This assignment will step you through the process of running a simple computation over a data set using Map/Reduce via mrjob. The goal of the assignment is to have you walk through the process of using, github, python, mrjob, and AWS and ensure you are setup with all the various tools and services.
- Getting started with Amazon AWS video tutorials
- Introduction to AWS training
- A Comparison of Clouds: Amazon Web Services, Windows Azure, Google Cloud Platform, VMWare and Others
- A Survey on Cloud Provider Security Measures
Note: Keep track of the time necessary to run the process. For Linux/Mac users, you can use the time
command to compute this.
- Follow the instructions for running the program locally and measure the completion time.
- Follow the process for running the program on on on Amazon Elastic MapReduce and measure the completion time.
- Download the output from S3.
You can create users instead of using your root aws credentials If you do not have a user/group with access to EMR, you'll need to do the following procedure.
First, you need to setup a user to run EMR:
- Visit http://aws.amazon.com/ and sign up for an account.
- Select the "Identity and Access Management" (or IAM) from your console or visit https://console.aws.amazon.com/iam/home
- Select "Users" from the list on the left.
- Click on the "Create New Users"
- Enter a user name for yourself and create the user.
- The next screen will give you an option to download the credentials for this user. Do so and store them in a safe place. You will not be able to retrieve them again.
Second, you need to create a group with the right roles:
- Select "Groups" from the list on the left.
- Click on "Create New Group".
- Enter a name and click on "Next Step".
- Scroll down to "Amazon Elastic MapReduce Full Access" click on "Select".
- Once the policy document is displayed, click on "Next Step".
- Click on "Create Group" to create the group.
Third, you need to assign your user to the group:
- Select the check box next to your group.
- Click on the "Group Actions" drop-down menu and click on "Add Users to Group".
- Select your user by clicking on the check box.
- Click on "Add Users".
You need to configure mrjob to access your AWS account:
- Edit the mrjob.conf
- Locate the
#aws_access_key_id:
and#aws_secret_access_key:
lines. - Remove the hash (#) and add your AWS key and secret after the colon (:). You should have these from previously creating the user.
You need to create an output bucket on S3 for the results of your computation:
- Go to https://aws.amazon.com/ in your browser.
- Click on the 'S3' service link.
- Click on the 'Create Bucket' button.
- Enter a name and hit create.
Keep in mind that the bucket name is unique to all of Amazon. If you use some common name, it is likely to clash with other users. One suggestion is to use a common prefix (e.g. a domain name) for all your bucket names.

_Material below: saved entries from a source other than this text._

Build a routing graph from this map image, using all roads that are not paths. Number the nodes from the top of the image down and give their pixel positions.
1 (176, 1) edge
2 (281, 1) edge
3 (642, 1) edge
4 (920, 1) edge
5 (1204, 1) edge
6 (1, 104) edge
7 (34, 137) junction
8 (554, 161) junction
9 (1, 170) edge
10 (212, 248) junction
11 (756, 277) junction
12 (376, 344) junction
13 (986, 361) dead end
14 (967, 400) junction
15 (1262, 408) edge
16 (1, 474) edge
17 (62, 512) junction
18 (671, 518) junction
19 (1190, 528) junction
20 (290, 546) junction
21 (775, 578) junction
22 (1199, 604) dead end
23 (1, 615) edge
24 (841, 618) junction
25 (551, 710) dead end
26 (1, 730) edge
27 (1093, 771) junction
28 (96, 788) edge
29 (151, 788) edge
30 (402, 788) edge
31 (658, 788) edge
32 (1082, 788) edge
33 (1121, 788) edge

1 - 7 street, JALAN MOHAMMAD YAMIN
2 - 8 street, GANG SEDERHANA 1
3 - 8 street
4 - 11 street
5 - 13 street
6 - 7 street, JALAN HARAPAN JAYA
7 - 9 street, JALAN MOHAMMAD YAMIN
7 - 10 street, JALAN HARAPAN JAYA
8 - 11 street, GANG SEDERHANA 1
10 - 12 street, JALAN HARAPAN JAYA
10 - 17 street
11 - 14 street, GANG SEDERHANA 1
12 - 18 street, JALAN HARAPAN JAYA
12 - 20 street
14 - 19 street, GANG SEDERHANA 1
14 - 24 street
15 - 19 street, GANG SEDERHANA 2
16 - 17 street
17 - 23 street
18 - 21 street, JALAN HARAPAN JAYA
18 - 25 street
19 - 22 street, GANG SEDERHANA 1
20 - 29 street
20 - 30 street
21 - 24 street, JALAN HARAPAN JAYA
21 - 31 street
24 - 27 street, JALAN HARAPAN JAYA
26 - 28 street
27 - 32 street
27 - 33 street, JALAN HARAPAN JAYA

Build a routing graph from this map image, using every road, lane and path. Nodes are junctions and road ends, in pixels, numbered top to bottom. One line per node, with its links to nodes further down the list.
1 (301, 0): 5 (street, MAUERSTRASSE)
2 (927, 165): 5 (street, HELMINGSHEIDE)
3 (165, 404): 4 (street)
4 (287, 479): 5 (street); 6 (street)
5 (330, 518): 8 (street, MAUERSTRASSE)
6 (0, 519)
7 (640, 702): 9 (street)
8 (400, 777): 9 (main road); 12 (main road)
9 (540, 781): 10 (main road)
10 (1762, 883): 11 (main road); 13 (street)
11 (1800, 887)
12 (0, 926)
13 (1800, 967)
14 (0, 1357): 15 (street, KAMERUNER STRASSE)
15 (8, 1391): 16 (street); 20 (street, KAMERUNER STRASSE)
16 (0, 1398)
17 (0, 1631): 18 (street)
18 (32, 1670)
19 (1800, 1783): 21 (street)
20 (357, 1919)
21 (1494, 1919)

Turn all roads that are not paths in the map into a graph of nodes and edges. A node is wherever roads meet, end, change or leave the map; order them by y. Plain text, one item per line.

You must turn in a pull request containing the following:
- A copy of the output directory for the tag counter running locally (name the directory 'out').
- A copy of the output from S3 for the tag counter running on AWS (name the directory 'emr-out').
- How long did it take to run the process for each of these?
- How many
address
tags are there in the input? - Does the local version and EMR version give the same answer?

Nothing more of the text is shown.